== TASK BRIEF ==
Determine how many lines in the entries below contain "street", and output that number alone.

== DATA SHOWN ==
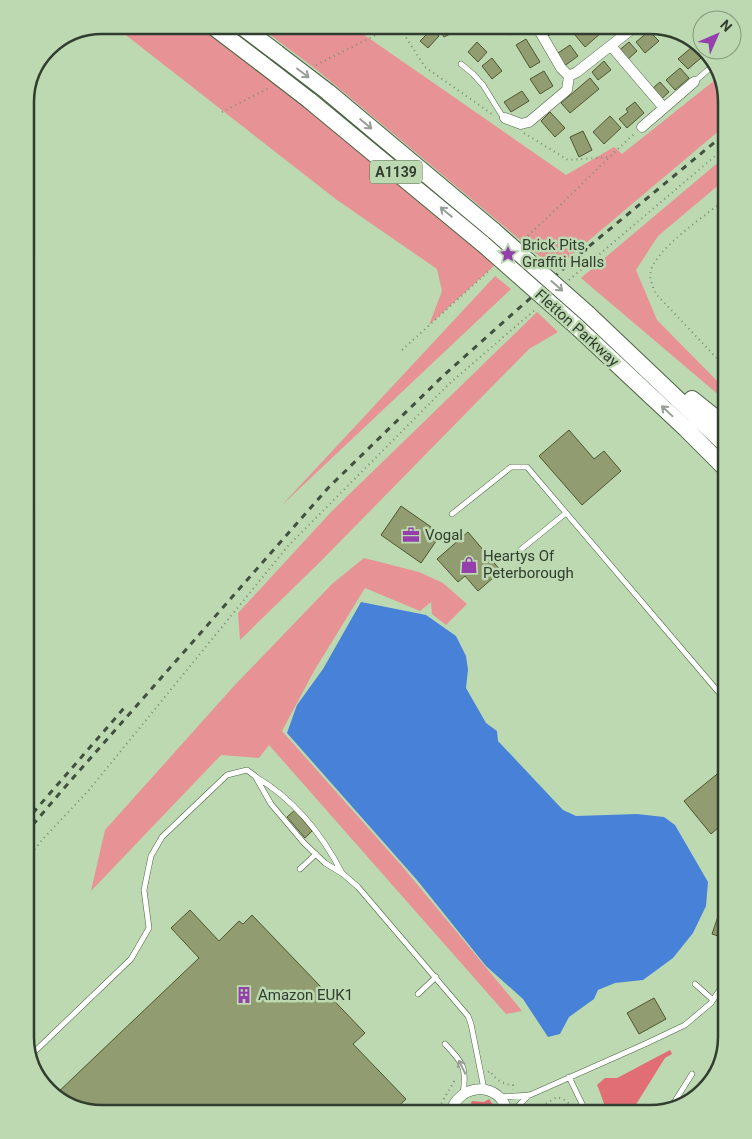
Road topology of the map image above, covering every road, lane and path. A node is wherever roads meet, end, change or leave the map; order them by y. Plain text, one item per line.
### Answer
1 (223, 34) edge
2 (252, 34) edge
3 (541, 34) edge
4 (626, 34) edge
5 (611, 46) junction
6 (461, 64) dead end
7 (709, 69) edge
8 (569, 76) junction
9 (694, 82) joint
10 (664, 108) junction
11 (505, 118) joint
12 (642, 127) dead end
13 (718, 154) edge
14 (718, 205) edge
15 (566, 282) dead end
16 (537, 307) dead end
17 (614, 337) junction
18 (718, 359) edge
19 (718, 420) edge
20 (686, 429) junction
21 (718, 437) edge
22 (718, 461) edge
23 (718, 466) edge
24 (566, 513) junction
25 (452, 514) dead end
26 (508, 560) dead end
27 (718, 691) edge
28 (255, 776) junction
29 (34, 851) edge
30 (316, 854) junction
31 (300, 869) dead end
32 (343, 874) junction
33 (436, 977) junction
34 (695, 984) dead end
35 (718, 992) edge
36 (418, 994) dead end
37 (713, 1000) junction
38 (445, 1044) dead end
39 (35, 1051) edge
40 (486, 1072) dead end
41 (692, 1074) dead end
42 (457, 1077) dead end
43 (569, 1077) junction
44 (484, 1089) junction
45 (513, 1090) dead end
46 (463, 1094) junction
47 (530, 1095) junction
48 (499, 1097) junction
49 (676, 1100) edge
50 (441, 1105) edge
51 (453, 1105) edge
52 (505, 1105) edge
53 (519, 1105) edge
54 (544, 1105) edge
55 (572, 1105) edge
56 (583, 1105) edge

20 -> 1 highway, Fletton Parkway / A1139, bridge
2 -> 17 highway, Fletton Parkway / A1139, bridge
3 - 8 street
4 - 5 street
5 - 8 street
5 - 10 street
6 - 11 lane
7 - 9 lane
8 - 11 street
9 - 10 street
10 - 12 street
13 - 15 path
14 - 18 path
16 - 29 path
17 - 19 highway, A1139
17 - 21 highway, Fletton Parkway / A1139
20 - 22 highway, Fletton Parkway / A1139
20 - 23 highway, A1139
24 - 25 lane
24 - 26 lane
24 - 27 lane
28 - 30 lane
28 - 32 lane
28 - 39 lane
30 - 31 lane
30 - 32 lane
32 - 33 lane
33 - 36 lane
33 - 44 lane
34 - 37 lane
35 - 37 lane
37 - 43 lane
46 -> 38 lane
40 - 45 path
41 - 49 lane
42 - 50 path
43 - 47 lane
43 - 56 lane
44 - 46 street
44 - 48 street
46 - 51 street
47 - 48 lane
47 - 53 lane
48 - 52 street
54 - 55 path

== OUTPUT FOR THIS EXERCISE ==
11